§ Collected data entries
--------------------------------------------------
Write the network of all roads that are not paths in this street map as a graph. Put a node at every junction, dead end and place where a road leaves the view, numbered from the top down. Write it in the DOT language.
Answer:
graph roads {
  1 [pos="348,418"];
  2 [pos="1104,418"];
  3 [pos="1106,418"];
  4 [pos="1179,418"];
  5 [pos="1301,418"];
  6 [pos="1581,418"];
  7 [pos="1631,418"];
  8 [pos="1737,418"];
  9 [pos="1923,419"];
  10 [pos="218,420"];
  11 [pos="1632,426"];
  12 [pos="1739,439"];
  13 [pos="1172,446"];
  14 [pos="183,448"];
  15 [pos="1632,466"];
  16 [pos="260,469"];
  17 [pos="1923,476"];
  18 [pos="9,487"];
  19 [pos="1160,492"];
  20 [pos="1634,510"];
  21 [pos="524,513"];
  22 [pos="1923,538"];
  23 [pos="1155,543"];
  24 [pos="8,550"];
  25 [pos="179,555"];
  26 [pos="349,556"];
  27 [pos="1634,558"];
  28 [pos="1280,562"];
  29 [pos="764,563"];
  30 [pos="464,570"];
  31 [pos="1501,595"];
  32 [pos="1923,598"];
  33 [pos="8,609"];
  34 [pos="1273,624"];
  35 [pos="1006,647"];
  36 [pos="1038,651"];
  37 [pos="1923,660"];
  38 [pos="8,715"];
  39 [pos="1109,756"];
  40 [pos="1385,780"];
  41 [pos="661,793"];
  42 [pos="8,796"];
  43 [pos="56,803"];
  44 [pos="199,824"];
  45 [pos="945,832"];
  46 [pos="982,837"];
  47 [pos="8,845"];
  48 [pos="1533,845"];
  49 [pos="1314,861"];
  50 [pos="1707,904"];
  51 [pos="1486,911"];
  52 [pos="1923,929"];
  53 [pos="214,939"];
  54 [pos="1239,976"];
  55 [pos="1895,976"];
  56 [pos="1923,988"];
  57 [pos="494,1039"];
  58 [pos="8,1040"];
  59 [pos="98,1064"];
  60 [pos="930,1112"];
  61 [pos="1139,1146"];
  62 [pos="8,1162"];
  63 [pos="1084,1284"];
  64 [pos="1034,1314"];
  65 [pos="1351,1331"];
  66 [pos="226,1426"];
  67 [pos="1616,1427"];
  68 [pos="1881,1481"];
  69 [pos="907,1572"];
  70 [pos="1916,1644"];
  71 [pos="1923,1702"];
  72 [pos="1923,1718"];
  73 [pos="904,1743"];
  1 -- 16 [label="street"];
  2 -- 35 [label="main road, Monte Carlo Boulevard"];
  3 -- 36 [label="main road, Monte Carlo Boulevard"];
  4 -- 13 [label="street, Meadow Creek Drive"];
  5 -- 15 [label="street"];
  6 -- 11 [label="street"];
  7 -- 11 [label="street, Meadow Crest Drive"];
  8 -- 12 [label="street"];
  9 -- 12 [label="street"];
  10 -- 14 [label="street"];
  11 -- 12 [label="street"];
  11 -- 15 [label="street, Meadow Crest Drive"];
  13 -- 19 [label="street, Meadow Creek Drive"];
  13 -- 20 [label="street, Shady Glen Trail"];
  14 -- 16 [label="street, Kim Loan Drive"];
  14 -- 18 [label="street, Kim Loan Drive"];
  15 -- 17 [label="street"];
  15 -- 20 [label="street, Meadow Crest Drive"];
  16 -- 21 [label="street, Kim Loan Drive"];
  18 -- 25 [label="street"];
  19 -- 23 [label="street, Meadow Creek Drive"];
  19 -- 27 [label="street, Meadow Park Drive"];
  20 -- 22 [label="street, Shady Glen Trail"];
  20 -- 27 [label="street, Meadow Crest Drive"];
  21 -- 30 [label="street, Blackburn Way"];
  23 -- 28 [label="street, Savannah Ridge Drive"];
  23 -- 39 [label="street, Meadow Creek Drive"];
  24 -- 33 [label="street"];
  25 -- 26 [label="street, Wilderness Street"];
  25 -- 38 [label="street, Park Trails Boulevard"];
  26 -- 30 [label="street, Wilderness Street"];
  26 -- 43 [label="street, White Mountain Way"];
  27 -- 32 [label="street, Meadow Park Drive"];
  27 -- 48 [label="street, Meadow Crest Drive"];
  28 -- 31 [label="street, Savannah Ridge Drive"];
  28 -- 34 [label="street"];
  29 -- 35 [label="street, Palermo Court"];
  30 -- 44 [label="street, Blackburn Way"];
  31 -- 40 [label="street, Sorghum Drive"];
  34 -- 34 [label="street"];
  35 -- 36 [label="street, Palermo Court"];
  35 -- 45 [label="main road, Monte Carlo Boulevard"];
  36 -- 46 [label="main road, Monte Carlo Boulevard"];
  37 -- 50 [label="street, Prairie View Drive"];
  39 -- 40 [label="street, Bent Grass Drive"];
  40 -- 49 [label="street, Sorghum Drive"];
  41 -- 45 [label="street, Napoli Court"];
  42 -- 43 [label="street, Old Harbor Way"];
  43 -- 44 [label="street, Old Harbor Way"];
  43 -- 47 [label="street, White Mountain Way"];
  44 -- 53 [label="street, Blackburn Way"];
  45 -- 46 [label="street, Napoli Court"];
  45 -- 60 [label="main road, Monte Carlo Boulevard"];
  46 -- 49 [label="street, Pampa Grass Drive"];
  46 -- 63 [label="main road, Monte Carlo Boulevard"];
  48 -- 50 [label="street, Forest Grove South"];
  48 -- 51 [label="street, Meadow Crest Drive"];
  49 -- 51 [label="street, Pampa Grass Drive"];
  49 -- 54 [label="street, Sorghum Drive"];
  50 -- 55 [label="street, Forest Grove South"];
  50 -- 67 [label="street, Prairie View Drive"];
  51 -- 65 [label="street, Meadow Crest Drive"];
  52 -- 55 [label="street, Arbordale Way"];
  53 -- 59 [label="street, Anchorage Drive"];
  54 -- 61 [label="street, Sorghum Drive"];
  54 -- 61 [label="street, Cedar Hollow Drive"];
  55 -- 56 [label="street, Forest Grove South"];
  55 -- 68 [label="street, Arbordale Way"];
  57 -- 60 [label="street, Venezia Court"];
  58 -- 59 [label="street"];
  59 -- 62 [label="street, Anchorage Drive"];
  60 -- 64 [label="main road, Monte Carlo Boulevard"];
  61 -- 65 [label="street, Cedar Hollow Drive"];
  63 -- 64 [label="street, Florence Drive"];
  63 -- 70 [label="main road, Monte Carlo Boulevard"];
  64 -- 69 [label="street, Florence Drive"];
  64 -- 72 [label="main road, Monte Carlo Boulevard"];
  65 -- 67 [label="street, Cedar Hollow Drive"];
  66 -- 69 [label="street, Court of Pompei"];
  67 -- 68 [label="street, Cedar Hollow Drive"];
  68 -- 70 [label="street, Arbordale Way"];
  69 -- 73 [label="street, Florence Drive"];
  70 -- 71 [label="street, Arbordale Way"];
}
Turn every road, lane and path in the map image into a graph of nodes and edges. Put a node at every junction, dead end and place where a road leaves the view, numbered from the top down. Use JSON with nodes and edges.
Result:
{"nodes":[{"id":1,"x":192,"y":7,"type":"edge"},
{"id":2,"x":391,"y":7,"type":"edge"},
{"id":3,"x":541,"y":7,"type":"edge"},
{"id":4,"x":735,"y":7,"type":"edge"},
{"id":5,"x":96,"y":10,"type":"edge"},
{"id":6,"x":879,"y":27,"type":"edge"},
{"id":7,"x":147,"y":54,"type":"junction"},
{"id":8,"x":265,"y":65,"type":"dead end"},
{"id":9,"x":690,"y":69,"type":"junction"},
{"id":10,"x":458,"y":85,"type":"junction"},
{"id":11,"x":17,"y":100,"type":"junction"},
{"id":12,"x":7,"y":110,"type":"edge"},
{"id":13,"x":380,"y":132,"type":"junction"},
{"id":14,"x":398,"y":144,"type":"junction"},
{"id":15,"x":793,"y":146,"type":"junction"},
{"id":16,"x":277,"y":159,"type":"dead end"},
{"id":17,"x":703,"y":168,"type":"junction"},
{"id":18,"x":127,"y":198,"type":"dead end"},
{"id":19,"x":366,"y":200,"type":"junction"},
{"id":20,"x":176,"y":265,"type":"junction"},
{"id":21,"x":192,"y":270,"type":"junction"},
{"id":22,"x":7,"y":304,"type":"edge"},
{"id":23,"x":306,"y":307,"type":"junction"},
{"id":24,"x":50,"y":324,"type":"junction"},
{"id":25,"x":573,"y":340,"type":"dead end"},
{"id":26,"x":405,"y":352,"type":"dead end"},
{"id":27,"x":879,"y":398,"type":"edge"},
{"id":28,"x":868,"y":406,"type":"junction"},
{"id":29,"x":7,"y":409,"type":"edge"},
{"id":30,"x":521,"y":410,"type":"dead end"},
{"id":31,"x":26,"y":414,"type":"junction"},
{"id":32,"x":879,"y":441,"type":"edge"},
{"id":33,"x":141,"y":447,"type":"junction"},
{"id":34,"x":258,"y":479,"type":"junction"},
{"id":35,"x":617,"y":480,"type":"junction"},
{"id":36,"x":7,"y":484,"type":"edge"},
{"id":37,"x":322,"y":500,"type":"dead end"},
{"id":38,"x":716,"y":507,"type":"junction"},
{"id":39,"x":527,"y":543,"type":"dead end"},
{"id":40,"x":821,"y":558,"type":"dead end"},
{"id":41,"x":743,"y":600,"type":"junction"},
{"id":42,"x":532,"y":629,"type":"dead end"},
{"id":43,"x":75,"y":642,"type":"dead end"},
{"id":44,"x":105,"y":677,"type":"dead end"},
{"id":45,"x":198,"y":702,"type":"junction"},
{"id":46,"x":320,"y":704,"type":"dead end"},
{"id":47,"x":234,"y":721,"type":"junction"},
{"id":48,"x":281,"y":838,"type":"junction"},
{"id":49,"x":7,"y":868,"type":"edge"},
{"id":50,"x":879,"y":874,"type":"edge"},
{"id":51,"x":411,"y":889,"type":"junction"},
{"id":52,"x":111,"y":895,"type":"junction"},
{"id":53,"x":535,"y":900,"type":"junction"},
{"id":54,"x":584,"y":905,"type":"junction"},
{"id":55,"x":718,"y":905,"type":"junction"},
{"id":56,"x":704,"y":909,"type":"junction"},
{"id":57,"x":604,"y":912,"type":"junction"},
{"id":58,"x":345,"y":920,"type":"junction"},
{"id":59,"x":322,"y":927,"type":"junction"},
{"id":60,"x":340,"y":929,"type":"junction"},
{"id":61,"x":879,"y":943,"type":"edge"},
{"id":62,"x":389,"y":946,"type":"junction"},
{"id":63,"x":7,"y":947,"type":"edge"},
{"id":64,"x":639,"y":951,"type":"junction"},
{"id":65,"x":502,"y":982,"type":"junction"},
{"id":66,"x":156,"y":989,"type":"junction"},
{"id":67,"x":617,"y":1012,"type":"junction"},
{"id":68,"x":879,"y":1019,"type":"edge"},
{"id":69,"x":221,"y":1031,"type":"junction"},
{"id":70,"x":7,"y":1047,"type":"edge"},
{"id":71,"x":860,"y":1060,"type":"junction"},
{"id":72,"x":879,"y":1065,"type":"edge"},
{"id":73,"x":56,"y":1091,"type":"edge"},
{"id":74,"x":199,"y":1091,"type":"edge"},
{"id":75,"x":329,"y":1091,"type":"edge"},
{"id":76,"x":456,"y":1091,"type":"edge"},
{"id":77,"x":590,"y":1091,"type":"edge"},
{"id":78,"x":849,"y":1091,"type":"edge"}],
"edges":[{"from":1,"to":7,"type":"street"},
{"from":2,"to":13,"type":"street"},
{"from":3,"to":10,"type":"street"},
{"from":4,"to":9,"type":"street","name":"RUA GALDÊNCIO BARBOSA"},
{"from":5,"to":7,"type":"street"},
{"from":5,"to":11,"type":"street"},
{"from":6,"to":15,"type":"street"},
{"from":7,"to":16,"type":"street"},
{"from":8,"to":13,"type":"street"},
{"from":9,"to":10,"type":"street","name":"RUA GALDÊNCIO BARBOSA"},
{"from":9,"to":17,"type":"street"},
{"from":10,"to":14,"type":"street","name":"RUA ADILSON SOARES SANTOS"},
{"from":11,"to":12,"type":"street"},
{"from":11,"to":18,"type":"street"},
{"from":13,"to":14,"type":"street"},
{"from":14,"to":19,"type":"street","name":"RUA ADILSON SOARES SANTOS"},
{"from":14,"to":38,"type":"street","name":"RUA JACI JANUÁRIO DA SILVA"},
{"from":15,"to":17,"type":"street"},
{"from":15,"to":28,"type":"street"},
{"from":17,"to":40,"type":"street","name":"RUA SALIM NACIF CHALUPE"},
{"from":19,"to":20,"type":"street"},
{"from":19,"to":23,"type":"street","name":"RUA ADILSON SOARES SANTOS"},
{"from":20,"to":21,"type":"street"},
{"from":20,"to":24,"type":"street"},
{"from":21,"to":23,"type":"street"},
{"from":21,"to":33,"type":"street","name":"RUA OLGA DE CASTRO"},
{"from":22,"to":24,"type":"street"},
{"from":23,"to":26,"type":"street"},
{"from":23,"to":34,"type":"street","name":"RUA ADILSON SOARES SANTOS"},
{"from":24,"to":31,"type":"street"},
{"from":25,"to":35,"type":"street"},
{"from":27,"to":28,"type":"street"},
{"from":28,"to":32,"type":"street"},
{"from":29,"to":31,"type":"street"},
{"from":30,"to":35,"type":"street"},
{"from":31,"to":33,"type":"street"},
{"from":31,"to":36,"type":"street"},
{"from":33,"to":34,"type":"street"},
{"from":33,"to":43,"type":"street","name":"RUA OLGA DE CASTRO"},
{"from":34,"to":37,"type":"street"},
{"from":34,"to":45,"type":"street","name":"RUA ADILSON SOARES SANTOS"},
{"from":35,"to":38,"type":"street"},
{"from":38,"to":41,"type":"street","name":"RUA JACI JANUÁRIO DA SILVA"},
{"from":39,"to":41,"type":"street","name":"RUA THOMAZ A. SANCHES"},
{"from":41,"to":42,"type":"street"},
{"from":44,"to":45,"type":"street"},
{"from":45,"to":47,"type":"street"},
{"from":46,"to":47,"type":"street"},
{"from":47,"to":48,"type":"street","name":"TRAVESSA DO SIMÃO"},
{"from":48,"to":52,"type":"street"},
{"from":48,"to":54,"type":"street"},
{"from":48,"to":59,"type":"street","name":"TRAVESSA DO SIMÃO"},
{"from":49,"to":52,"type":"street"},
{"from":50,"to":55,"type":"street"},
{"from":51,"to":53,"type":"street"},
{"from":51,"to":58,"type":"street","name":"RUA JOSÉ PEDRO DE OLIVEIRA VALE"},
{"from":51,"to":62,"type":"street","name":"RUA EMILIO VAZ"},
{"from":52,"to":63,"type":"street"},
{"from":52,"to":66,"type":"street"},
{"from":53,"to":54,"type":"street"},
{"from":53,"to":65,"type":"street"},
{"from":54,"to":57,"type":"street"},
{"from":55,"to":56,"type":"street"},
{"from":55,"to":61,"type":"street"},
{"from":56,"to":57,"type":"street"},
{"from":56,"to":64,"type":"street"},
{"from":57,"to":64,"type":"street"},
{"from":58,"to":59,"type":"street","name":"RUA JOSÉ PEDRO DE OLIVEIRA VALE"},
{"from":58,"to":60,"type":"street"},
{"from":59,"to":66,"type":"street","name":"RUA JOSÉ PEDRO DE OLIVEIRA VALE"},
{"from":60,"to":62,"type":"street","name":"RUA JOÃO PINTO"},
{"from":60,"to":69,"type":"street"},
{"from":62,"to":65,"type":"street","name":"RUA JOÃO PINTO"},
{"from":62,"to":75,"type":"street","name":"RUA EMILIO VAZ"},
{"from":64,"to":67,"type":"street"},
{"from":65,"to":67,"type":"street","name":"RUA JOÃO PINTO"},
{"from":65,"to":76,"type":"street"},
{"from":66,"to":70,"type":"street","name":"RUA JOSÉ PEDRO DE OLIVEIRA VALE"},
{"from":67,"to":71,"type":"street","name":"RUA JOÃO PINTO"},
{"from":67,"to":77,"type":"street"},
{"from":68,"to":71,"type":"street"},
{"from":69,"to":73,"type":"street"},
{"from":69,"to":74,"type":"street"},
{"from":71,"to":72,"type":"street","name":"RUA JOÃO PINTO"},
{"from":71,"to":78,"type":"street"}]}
--------------------------------------------------
§ TASK
Copy each line from the data that features the string "Forest".

§ TASK ANSWER
  48 -- 50 [label="street, Forest Grove South"];
  50 -- 55 [label="street, Forest Grove South"];
  55 -- 56 [label="street, Forest Grove South"];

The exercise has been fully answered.